# Your task
Will you return, word for word, only the lines from the top of the data below down to and including the one with "position:relative; width:1602px; height:1401px;"?

# Data to process

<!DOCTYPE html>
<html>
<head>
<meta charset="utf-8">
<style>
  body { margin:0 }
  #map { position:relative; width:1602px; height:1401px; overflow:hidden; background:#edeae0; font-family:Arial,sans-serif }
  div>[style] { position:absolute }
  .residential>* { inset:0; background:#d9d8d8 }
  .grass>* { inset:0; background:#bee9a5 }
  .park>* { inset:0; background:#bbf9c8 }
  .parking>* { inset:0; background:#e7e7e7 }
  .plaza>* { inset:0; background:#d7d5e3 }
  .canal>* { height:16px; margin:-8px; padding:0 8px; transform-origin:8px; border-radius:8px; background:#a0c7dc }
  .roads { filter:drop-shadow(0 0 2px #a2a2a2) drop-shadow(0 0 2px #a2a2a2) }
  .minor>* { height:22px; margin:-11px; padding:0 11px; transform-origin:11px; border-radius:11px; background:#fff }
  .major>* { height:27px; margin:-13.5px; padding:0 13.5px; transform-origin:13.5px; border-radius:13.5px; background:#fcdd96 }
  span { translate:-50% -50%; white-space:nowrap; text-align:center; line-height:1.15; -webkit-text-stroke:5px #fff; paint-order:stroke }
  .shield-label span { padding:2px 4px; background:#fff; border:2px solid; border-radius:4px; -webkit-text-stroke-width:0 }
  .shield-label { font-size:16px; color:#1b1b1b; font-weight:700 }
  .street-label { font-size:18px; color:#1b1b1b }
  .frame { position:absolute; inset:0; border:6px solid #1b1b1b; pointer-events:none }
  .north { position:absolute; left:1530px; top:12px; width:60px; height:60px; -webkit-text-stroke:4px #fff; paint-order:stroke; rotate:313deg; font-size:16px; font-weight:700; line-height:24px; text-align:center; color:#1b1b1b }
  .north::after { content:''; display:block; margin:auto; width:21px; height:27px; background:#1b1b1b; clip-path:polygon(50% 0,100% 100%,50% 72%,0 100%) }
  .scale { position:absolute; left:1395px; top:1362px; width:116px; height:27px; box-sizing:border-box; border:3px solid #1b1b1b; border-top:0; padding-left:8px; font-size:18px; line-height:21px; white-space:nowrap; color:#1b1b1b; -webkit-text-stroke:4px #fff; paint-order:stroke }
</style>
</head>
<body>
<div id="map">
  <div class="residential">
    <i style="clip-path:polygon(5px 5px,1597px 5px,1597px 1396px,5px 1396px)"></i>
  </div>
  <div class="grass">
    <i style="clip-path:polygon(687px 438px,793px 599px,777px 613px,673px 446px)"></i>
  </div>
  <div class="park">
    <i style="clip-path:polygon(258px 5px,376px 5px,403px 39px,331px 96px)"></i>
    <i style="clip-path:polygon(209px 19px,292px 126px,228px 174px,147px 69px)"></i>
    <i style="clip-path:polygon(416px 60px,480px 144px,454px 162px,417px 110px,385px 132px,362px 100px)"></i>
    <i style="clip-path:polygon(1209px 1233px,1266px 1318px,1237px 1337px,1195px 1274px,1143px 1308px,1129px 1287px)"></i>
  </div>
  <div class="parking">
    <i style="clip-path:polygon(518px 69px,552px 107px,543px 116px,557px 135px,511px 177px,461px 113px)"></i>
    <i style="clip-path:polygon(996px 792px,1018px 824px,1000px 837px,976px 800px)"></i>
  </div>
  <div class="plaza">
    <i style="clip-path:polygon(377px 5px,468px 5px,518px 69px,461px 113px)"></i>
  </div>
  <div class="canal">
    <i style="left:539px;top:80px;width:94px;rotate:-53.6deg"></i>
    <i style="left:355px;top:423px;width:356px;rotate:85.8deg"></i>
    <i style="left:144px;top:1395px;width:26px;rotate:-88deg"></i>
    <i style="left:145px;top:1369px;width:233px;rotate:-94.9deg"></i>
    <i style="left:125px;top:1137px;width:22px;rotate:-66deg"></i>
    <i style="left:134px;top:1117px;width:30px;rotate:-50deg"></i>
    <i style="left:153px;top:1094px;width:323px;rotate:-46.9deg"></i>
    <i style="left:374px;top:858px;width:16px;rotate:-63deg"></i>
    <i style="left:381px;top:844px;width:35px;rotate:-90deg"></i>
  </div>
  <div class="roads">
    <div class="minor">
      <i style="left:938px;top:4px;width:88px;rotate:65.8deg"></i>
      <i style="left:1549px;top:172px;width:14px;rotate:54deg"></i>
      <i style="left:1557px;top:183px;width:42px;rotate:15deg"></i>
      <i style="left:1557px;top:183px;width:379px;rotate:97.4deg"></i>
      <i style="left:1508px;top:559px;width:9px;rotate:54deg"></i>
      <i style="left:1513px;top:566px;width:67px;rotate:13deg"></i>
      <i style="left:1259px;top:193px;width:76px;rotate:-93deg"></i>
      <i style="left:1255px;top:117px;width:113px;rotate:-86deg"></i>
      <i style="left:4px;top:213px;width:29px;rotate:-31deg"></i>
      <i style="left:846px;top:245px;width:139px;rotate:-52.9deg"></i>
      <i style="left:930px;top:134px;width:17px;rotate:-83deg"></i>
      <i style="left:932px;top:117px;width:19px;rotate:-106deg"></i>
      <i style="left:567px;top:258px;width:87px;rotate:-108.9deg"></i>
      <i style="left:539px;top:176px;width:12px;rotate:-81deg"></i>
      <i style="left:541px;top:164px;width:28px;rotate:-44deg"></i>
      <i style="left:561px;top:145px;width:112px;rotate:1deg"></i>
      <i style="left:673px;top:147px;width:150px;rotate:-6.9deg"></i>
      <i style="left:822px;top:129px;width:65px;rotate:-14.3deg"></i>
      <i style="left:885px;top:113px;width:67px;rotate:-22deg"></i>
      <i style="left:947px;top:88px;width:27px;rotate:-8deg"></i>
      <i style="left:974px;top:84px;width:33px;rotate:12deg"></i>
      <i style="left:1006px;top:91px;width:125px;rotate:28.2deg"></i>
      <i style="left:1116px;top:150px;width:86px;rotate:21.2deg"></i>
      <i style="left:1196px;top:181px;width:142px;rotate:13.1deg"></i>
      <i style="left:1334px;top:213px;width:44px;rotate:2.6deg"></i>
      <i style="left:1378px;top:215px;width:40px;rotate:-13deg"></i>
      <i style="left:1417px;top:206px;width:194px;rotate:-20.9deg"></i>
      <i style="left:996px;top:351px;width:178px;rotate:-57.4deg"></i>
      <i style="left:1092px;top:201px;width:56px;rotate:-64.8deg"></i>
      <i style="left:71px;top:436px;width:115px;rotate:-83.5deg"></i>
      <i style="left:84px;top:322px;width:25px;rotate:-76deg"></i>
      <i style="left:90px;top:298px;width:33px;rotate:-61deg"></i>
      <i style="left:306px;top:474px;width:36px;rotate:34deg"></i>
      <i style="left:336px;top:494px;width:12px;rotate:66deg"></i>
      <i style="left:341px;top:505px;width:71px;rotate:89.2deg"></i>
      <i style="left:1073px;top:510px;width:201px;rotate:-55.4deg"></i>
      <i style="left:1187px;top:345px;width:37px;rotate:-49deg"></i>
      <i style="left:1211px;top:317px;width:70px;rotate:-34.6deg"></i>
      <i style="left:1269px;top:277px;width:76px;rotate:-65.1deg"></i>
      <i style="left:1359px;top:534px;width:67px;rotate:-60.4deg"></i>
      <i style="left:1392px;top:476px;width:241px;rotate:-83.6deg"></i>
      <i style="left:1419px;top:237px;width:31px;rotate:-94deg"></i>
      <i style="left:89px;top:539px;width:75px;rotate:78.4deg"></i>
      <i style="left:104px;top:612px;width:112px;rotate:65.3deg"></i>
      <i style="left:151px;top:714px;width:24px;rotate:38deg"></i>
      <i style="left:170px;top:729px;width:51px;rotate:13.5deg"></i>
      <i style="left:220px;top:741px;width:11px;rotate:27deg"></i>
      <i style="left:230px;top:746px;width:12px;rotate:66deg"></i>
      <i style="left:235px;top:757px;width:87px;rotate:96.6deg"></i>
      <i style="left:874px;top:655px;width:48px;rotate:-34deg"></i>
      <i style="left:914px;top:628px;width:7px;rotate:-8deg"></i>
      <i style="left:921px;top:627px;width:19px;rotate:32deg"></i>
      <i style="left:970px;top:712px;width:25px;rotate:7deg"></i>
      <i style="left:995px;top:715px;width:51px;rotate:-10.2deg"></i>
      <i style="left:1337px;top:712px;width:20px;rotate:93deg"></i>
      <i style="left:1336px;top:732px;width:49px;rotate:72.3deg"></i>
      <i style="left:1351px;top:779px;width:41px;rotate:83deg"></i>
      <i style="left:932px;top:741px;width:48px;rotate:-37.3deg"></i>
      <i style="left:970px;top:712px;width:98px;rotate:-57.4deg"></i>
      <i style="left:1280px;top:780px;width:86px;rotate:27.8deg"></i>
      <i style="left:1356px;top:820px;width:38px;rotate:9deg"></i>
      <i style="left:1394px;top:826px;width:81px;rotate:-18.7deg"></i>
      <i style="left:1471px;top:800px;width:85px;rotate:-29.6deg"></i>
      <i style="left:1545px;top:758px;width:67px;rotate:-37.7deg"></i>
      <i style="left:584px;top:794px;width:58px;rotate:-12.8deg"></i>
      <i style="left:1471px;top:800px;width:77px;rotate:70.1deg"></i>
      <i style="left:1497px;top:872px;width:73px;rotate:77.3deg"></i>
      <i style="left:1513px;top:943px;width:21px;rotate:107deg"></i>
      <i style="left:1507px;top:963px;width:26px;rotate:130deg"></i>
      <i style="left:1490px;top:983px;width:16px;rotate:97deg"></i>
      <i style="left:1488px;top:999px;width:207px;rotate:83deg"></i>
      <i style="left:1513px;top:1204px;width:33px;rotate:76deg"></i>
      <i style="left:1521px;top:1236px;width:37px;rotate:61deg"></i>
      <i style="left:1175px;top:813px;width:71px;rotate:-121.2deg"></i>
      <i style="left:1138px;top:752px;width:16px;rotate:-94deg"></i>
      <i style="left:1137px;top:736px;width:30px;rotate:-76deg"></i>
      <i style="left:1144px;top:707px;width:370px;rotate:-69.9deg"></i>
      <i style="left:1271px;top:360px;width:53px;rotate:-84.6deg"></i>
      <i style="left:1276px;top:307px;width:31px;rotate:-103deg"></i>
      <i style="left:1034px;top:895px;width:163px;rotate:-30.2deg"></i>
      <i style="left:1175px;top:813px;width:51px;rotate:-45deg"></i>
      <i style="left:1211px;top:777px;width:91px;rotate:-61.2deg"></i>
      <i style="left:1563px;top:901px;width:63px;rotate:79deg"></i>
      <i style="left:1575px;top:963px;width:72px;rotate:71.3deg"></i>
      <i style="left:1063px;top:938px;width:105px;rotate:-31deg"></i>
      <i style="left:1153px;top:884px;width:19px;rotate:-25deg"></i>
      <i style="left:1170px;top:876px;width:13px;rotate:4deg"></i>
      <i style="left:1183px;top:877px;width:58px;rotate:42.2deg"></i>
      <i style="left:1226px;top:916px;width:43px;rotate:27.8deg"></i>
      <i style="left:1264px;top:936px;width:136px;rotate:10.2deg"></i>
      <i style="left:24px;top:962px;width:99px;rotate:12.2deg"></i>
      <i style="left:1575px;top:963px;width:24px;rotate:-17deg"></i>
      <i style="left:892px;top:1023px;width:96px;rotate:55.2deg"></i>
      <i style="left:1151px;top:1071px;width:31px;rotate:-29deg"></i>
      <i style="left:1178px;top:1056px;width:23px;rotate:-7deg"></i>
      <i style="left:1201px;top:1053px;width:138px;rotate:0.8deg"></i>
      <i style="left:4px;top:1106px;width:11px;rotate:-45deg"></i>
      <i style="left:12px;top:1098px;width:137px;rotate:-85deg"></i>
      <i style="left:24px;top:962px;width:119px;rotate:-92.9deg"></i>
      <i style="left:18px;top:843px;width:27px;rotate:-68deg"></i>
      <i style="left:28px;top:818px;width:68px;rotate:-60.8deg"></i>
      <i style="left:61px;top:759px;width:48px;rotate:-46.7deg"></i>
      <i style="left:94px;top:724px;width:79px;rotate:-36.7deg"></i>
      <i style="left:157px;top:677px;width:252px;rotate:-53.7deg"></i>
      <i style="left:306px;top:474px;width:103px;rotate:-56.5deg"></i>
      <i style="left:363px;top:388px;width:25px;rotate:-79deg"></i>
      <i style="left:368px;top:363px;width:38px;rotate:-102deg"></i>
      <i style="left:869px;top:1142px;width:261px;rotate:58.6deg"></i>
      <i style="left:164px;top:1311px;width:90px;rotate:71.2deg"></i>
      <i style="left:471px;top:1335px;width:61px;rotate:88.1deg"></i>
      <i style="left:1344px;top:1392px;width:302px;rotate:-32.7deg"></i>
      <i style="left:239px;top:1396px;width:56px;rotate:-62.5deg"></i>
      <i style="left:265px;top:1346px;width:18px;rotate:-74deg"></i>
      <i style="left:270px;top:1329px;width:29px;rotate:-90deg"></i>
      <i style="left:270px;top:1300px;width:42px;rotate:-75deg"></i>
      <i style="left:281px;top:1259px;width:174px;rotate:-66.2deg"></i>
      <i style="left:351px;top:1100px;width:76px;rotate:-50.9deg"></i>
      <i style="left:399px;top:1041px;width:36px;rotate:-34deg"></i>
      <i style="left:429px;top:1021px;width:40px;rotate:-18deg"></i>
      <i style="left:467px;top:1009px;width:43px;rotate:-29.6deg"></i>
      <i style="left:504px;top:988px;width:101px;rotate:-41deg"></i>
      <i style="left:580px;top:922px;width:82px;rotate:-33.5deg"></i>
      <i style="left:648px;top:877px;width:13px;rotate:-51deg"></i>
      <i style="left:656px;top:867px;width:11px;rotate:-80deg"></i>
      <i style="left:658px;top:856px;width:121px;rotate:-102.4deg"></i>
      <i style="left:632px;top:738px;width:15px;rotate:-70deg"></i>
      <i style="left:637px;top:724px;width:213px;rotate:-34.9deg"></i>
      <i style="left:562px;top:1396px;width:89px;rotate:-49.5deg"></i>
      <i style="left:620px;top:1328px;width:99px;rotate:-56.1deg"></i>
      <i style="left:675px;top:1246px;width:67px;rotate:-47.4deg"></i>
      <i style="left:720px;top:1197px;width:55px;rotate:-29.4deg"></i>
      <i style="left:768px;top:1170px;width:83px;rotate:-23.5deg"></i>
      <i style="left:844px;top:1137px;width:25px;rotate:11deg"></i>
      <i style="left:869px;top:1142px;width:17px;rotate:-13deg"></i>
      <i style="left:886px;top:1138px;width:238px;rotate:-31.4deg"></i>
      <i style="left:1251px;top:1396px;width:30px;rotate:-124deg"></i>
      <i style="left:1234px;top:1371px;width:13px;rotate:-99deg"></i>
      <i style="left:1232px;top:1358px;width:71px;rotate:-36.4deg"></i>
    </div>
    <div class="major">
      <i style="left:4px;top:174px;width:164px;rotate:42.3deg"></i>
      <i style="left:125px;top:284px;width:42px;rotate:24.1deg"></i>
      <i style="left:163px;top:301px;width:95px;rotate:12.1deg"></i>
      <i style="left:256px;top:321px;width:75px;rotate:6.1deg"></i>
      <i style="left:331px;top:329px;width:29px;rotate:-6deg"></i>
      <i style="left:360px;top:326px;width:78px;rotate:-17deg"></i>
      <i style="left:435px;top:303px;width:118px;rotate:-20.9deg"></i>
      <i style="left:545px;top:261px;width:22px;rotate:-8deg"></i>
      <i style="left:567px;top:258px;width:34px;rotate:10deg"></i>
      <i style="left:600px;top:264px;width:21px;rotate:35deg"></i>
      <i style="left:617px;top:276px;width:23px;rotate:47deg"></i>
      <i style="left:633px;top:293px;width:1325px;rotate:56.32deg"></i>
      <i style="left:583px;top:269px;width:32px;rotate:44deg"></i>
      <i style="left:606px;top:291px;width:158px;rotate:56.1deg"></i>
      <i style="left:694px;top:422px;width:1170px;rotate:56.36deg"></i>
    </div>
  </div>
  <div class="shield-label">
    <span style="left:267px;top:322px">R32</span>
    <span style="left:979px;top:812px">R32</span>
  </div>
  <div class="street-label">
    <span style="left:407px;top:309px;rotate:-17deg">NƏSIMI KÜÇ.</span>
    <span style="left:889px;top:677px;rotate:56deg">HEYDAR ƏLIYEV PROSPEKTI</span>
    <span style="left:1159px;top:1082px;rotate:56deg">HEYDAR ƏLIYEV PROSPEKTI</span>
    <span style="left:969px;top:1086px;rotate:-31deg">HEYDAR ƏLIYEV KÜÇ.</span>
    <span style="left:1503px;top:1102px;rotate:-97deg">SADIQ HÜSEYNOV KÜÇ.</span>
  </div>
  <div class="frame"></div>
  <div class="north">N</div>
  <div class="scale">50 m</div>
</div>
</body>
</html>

# Finished exercise
<!DOCTYPE html>
<html>
<head>
<meta charset="utf-8">
<style>
  body { margin:0 }
  #map { position:relative; width:1602px; height:1401px; overflow:hidden; background:#edeae0; font-family:Arial,sans-serif }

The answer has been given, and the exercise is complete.